## TASK MATERIAL
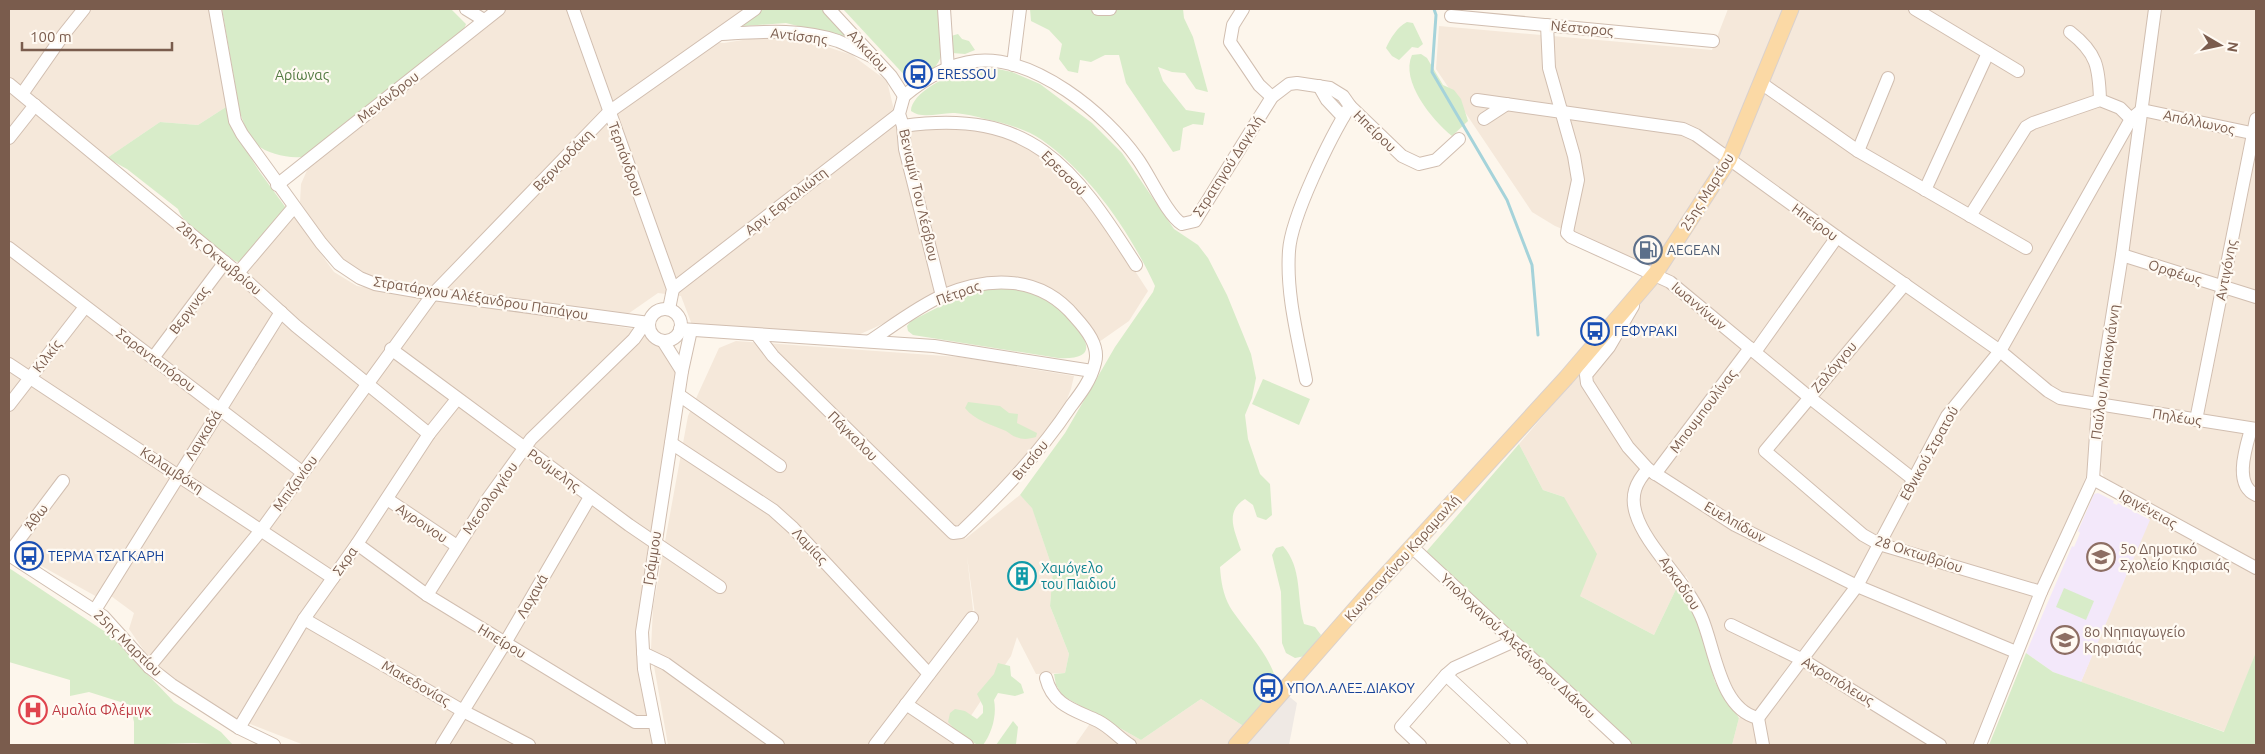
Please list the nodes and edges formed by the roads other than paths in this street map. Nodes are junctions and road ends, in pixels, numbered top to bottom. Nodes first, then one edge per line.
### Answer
1 (84, 9) edge
2 (214, 9) edge
3 (466, 9) edge
4 (499, 9) edge
5 (573, 9) edge
6 (755, 9) edge
7 (829, 9) edge
8 (944, 9) edge
9 (1020, 9) edge
10 (1098, 9) edge
11 (1110, 9) edge
12 (1243, 9) edge
13 (1791, 9) edge
14 (1915, 9) edge
15 (2155, 9) edge
16 (1451, 16) dead end
17 (484, 20) junction
18 (1547, 25) junction
19 (2070, 32) dead end
20 (722, 34) junction
21 (1713, 40) dead end
22 (1988, 53) junction
23 (874, 57) junction
24 (1013, 65) junction
25 (948, 69) junction
26 (2018, 71) dead end
27 (1888, 78) dead end
28 (1761, 83) junction
29 (9, 84) edge
30 (1288, 84) joint
31 (22, 94) junction
32 (904, 96) junction
33 (1272, 97) junction
34 (1476, 100) dead end
35 (2100, 100) junction
36 (1507, 104) junction
37 (35, 105) junction
38 (2142, 110) junction
39 (1346, 111) junction
40 (609, 112) junction
41 (1562, 113) junction
42 (1484, 119) dead end
43 (2131, 119) junction
44 (2256, 119) edge
45 (901, 120) junction
46 (2255, 133) edge
47 (9, 138) edge
48 (1459, 139) dead end
49 (1858, 151) junction
50 (1729, 160) junction
51 (277, 185) junction
52 (1925, 190) junction
53 (294, 207) junction
54 (1970, 216) junction
55 (1837, 237) junction
56 (9, 248) edge
57 (2026, 248) dead end
58 (2122, 255) junction
59 (225, 262) junction
60 (1136, 265) dead end
61 (238, 273) junction
62 (1655, 274) junction
63 (1905, 284) junction
64 (2222, 286) junction
65 (673, 289) junction
66 (433, 294) junction
67 (942, 296) junction
68 (1637, 296) junction
69 (2256, 297) edge
70 (85, 306) junction
71 (669, 309) junction
72 (281, 312) junction
73 (647, 323) junction
74 (686, 329) junction
75 (757, 335) junction
76 (663, 341) junction
77 (870, 341) junction
78 (391, 349) junction
79 (1752, 350) junction
80 (2000, 351) junction
81 (1587, 354) joint
82 (153, 358) junction
83 (9, 364) edge
84 (682, 370) junction
85 (1092, 371) junction
86 (30, 378) junction
87 (1306, 380) dead end
88 (366, 384) junction
89 (679, 394) junction
90 (1809, 397) junction
91 (457, 398) junction
92 (9, 405) edge
93 (2098, 405) junction
94 (220, 408) junction
95 (2196, 420) junction
96 (2254, 429) edge
97 (429, 434) junction
98 (671, 443) junction
99 (525, 448) junction
100 (1765, 451) joint
101 (780, 466) dead end
102 (1652, 471) junction
103 (302, 472) junction
104 (179, 474) junction
105 (1913, 479) junction
106 (2093, 479) junction
107 (62, 481) dead end
108 (2256, 495) edge
109 (590, 497) junction
110 (386, 499) junction
111 (262, 529) junction
112 (953, 533) joint
113 (654, 543) junction
114 (357, 544) junction
115 (1879, 544) junction
116 (457, 546) junction
117 (1412, 546) junction
118 (9, 554) edge
119 (2256, 568) edge
120 (333, 578) junction
121 (1856, 586) junction
122 (720, 587) dead end
123 (2041, 592) junction
124 (426, 595) junction
125 (95, 610) junction
126 (972, 618) dead end
127 (304, 619) junction
128 (1731, 625) dead end
129 (1512, 642) junction
130 (505, 643) junction
131 (2016, 652) junction
132 (643, 653) junction
133 (1803, 660) junction
134 (150, 667) junction
135 (928, 674) junction
136 (1446, 675) junction
137 (1046, 678) dead end
138 (906, 704) junction
139 (463, 711) junction
140 (1758, 718) junction
141 (654, 722) junction
142 (239, 728) junction
143 (1112, 740) edge
144 (274, 745) edge
145 (442, 745) edge
146 (529, 745) edge
147 (659, 745) edge
148 (778, 745) edge
149 (875, 745) edge
150 (967, 745) edge
151 (1130, 745) edge
152 (1236, 745) edge
153 (1420, 745) edge
154 (1521, 745) edge
155 (1625, 745) edge
156 (1763, 745) edge
157 (1940, 745) edge
158 (1980, 745) edge

1 - 31 street
2 - 51 street, Στρατάρχου Αλέξανδρου Παπάγου
3 - 17 street
4 - 17 street, Μενάνδρου
5 - 40 street, Τερπάνδρου
6 - 20 street, Βερναρδάκη
7 - 23 street, Αλκαίου
8 - 25 street
9 - 24 street
10 - 11 street
12 - 33 street
13 - 28 main road, 25ης Μαρτίου
14 - 22 street
15 - 38 street, Παύλου Μπακογιάννη
16 - 18 street, Νέστορος
17 - 51 street, Μενάνδρου
18 - 21 street, Νέστορος
18 - 41 street, Ιωαννίνων
19 - 35 street
20 - 23 street, Αντίσσης
20 - 40 street, Βερναρδάκη
22 - 26 street
22 - 52 street
23 - 32 street, Αλκαίου
24 - 25 street, Στρατηγού Δαγκλή
24 - 33 street, Στρατηγού Δαγκλή
25 - 32 street, Στρατηγού Δαγκλή
27 - 49 street
28 - 49 street
28 - 50 main road, 25ης Μαρτίου
29 - 31 street, 28ης Οκτωβρίου
30 - 33 street, Στρατηγού Δαγκλή
30 - 39 street, Ηπείρου
31 - 37 street, 28ης Οκτωβρίου
32 - 45 street, Βενιαμίν Του Λέσβιου
34 - 36 street, Ηπείρου
35 - 43 street
35 - 54 street
36 - 41 street, Ηπείρου
36 - 42 street
37 - 47 street
37 - 59 street, 28ης Οκτωβρίου
38 - 43 street, Εθνικού Στρατού
38 - 46 street, Απόλλωνος
38 - 58 street, Παύλου Μπακογιάννη
39 - 48 street, Ηπείρου
39 - 87 street
40 - 65 street, Τερπάνδρου
40 - 66 street, Βερναρδάκη
41 - 50 street, Ηπείρου
41 - 62 street, Ιωαννίνων
43 - 80 street, Εθνικού Στρατού
44 - 46 street, Αντιγόνης
45 - 60 street, Ερεσσού
45 - 65 street, Αργ. Εφταλιώτη
45 - 67 street, Βενιαμίν Του Λέσβιου
46 - 64 street, Αντιγόνης
49 - 52 street
50 - 55 street, Ηπείρου
50 - 62 main road, 25ης Μαρτίου
51 - 53 street, Στρατάρχου Αλέξανδρου Παπάγου
52 - 54 street
53 - 61 street
53 - 66 street, Στρατάρχου Αλέξανδρου Παπάγου
54 - 57 street
55 - 63 street, Ηπείρου
55 - 79 street, Μπουμπουλίνας
56 - 70 street, Σαρανταπόρου
58 - 64 street, Ορφέως
58 - 93 street, Παύλου Μπακογιάννη
59 - 61 street, 28ης Οκτωβρίου
59 - 82 street, Bεργινας
61 - 72 street, 28ης Οκτωβρίου
62 - 68 main road, 25ης Μαρτίου
62 - 79 street, Ιωαννίνων
63 - 80 street, Ηπείρου
63 - 90 street, Ζαλόγγου
64 - 69 street, Ορφέως
64 - 95 street, Αντιγόνης
65 - 71 street
66 - 73 street, Στρατάρχου Αλέξανδρου Παπάγου
66 - 78 street, Μπιζανίου
67 - 77 street, Πέτρας
67 - 85 street, Πέτρας
68 - 81 main road, 25ης Μαρτίου
68 - 102 street, Ευελπίδων
70 - 82 street, Σαρανταπόρου
70 - 86 street, Κιλκίς
71 - 73 street
71 - 74 street
72 - 88 street, 28ης Οκτωβρίου
72 - 94 street, Λαγκαδά
73 - 76 street
73 - 99 street, Μεσολογγίου
74 - 75 street
74 - 76 street
74 - 84 street, Γράμμου
75 - 77 street
75 - 112 street, Πάγκαλου
76 - 84 street
77 - 85 street
78 - 88 street, Μπιζανίου
78 - 91 street, Ρούμελης
79 - 90 street, Ιωαννίνων
79 - 102 street, Μπουμπουλίνας
80 - 93 street, Ηπείρου
80 - 105 street, Εθνικού Στρατού
81 - 117 main road, Κωνσταντίνου Καραμανλή
82 - 94 street, Σαρανταπόρου
83 - 86 street, Καλαμβόκη
84 - 89 street, Γράμμου
85 - 112 street, Βιτσίου
86 - 92 street, Κιλκίς
86 - 104 street, Καλαμβόκη
88 - 97 street, 28ης Οκτωβρίου
88 - 103 street, Μπιζανίου
89 - 98 street, Γράμμου
89 - 101 street
90 - 100 street, Ζαλόγγου
90 - 105 street, Ιωαννίνων
91 - 97 street, Σκρα
91 - 99 street, Ρούμελης
93 - 95 street, Πηλέως
93 - 106 street, Παύλου Μπακογιάννη
94 - 103 street, Σαρανταπόρου
94 - 104 street, Λαγκαδά
95 - 96 street, Πηλέως
96 - 108 street
97 - 110 street, Σκρα
98 - 113 street, Γράμμου
98 - 135 street, Λαμίας
99 - 109 street, Ρούμελης
99 - 116 street, Μεσολογγίου
100 - 115 street, 28 Οκτωβρίου
102 - 121 street, Ευελπίδων
102 - 140 street, Αρκαδίου
103 - 111 street, Μπιζανίου
104 - 111 street, Καλαμβόκη
104 - 125 street, Λαγκαδά
105 - 115 street, Εθνικού Στρατού
106 - 119 street, Ιφιγένειας
106 - 123 street, Παύλου Μπακογιάννη
107 - 118 street, Άθω
109 - 113 street, Ρούμελης
109 - 130 street, Λαχανά
110 - 114 street, Σκρα
110 - 116 street, Αγροινου
111 - 120 street, Καλαμβόκη
111 - 134 street, Μπιζανίου
113 - 122 street, Ρούμελης
113 - 132 street, Γράμμου
114 - 120 street, Σκρα
114 - 124 street, Ηπείρου
115 - 121 street, Εθνικού Στρατού
115 - 123 street, 28 Οκτωβρίου
116 - 124 street, Μεσολογγίου
117 - 129 street, Υπολοχαγού Αλεξάνδρου Διάκου
117 - 152 main road, Κωνσταντίνου Καραμανλή
118 - 125 street, 25ης Μαρτίου
120 - 127 street, Σκρα
121 - 131 street, Ευελπίδων
121 - 133 street, Εθνικού Στρατού
123 - 131 street, Παύλου Μπακογιάννη
124 - 130 street, Ηπείρου
125 - 134 street, 25ης Μαρτίου
126 - 135 street
127 - 139 street, Μακεδονίας
127 - 142 street, Σκρα
128 - 133 street, Ακροπόλεως
129 - 136 street
129 - 155 street, Υπολοχαγού Αλεξάνδρου Διάκου
130 - 139 street, Λαχανά
130 - 141 street, Ηπείρου
131 - 158 street, Παύλου Μπακογιάννη
132 - 141 street, Γράμμου
132 - 148 street
133 - 140 street, Εθνικού Στρατού
133 - 157 street, Ακροπόλεως
134 - 142 street, 25ης Μαρτίου
135 - 138 street
136 - 153 street
136 - 154 street
137 - 143 street
138 - 149 street
138 - 150 street
139 - 145 street, Λαχανά
139 - 146 street, Μακεδονίας
140 - 156 street
141 - 147 street, Γράμμου
142 - 144 street, 25ης Μαρτίου
143 - 151 street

## PROMPT
Report every line of the data above that contains the string "Διάκου" by copying it in full.

## SOLUTION TO THIS TASK
117 - 129 street, Υπολοχαγού Αλεξάνδρου Διάκου
129 - 155 street, Υπολοχαγού Αλεξάνδρου Διάκου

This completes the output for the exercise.